What the exercise asks:
Retype all of the records shown beneath this task, exactly as they stand.

· · · · ·

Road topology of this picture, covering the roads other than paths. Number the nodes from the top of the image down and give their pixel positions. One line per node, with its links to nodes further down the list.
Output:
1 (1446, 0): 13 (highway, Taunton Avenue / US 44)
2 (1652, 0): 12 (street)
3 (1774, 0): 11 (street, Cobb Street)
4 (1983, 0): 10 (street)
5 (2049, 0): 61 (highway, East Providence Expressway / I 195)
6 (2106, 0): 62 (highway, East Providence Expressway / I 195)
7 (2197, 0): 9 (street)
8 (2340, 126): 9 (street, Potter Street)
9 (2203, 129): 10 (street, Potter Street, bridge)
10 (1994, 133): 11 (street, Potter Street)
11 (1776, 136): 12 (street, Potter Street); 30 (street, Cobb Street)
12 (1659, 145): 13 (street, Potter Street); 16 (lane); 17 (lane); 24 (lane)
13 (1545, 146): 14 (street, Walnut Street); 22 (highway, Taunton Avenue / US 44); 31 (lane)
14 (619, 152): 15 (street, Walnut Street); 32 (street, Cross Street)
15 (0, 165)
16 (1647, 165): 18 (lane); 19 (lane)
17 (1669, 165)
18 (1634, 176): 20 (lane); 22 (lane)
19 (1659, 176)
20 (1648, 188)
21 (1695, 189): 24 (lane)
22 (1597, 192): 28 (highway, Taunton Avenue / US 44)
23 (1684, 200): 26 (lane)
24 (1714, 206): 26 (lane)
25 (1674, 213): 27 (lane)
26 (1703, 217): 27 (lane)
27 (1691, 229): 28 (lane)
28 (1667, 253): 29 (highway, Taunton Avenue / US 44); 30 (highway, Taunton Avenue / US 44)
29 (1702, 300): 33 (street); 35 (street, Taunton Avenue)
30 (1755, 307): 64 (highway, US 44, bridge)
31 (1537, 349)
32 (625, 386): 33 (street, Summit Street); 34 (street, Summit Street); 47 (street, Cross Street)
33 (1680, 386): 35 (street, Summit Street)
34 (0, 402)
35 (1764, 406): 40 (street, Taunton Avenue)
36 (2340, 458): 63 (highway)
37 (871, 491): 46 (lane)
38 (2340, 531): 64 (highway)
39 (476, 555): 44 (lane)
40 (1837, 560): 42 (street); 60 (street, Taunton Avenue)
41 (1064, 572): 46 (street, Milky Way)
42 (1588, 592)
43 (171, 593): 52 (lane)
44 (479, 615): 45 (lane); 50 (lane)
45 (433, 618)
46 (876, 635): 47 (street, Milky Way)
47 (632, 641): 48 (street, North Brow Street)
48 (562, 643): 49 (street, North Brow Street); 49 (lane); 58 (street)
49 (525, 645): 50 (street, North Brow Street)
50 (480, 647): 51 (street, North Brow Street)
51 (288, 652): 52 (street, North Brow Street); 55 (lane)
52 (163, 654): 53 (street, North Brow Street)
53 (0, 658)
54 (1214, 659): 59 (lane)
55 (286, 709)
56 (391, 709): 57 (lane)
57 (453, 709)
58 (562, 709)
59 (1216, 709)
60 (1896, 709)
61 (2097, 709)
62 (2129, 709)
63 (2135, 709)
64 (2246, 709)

· · · · ·

Answer section:
Road topology of this picture, covering the roads other than paths. Number the nodes from the top of the image down and give their pixel positions. One line per node, with its links to nodes further down the list.
Output:
1 (1446, 0): 13 (highway, Taunton Avenue / US 44)
2 (1652, 0): 12 (street)
3 (1774, 0): 11 (street, Cobb Street)
4 (1983, 0): 10 (street)
5 (2049, 0): 61 (highway, East Providence Expressway / I 195)
6 (2106, 0): 62 (highway, East Providence Expressway / I 195)
7 (2197, 0): 9 (street)
8 (2340, 126): 9 (street, Potter Street)
9 (2203, 129): 10 (street, Potter Street, bridge)
10 (1994, 133): 11 (street, Potter Street)
11 (1776, 136): 12 (street, Potter Street); 30 (street, Cobb Street)
12 (1659, 145): 13 (street, Potter Street); 16 (lane); 17 (lane); 24 (lane)
13 (1545, 146): 14 (street, Walnut Street); 22 (highway, Taunton Avenue / US 44); 31 (lane)
14 (619, 152): 15 (street, Walnut Street); 32 (street, Cross Street)
15 (0, 165)
16 (1647, 165): 18 (lane); 19 (lane)
17 (1669, 165)
18 (1634, 176): 20 (lane); 22 (lane)
19 (1659, 176)
20 (1648, 188)
21 (1695, 189): 24 (lane)
22 (1597, 192): 28 (highway, Taunton Avenue / US 44)
23 (1684, 200): 26 (lane)
24 (1714, 206): 26 (lane)
25 (1674, 213): 27 (lane)
26 (1703, 217): 27 (lane)
27 (1691, 229): 28 (lane)
28 (1667, 253): 29 (highway, Taunton Avenue / US 44); 30 (highway, Taunton Avenue / US 44)
29 (1702, 300): 33 (street); 35 (street, Taunton Avenue)
30 (1755, 307): 64 (highway, US 44, bridge)
31 (1537, 349)
32 (625, 386): 33 (street, Summit Street); 34 (street, Summit Street); 47 (street, Cross Street)
33 (1680, 386): 35 (street, Summit Street)
34 (0, 402)
35 (1764, 406): 40 (street, Taunton Avenue)
36 (2340, 458): 63 (highway)
37 (871, 491): 46 (lane)
38 (2340, 531): 64 (highway)
39 (476, 555): 44 (lane)
40 (1837, 560): 42 (street); 60 (street, Taunton Avenue)
41 (1064, 572): 46 (street, Milky Way)
42 (1588, 592)
43 (171, 593): 52 (lane)
44 (479, 615): 45 (lane); 50 (lane)
45 (433, 618)
46 (876, 635): 47 (street, Milky Way)
47 (632, 641): 48 (street, North Brow Street)
48 (562, 643): 49 (street, North Brow Street); 49 (lane); 58 (street)
49 (525, 645): 50 (street, North Brow Street)
50 (480, 647): 51 (street, North Brow Street)
51 (288, 652): 52 (street, North Brow Street); 55 (lane)
52 (163, 654): 53 (street, North Brow Street)
53 (0, 658)
54 (1214, 659): 59 (lane)
55 (286, 709)
56 (391, 709): 57 (lane)
57 (453, 709)
58 (562, 709)
59 (1216, 709)
60 (1896, 709)
61 (2097, 709)
62 (2129, 709)
63 (2135, 709)
64 (2246, 709)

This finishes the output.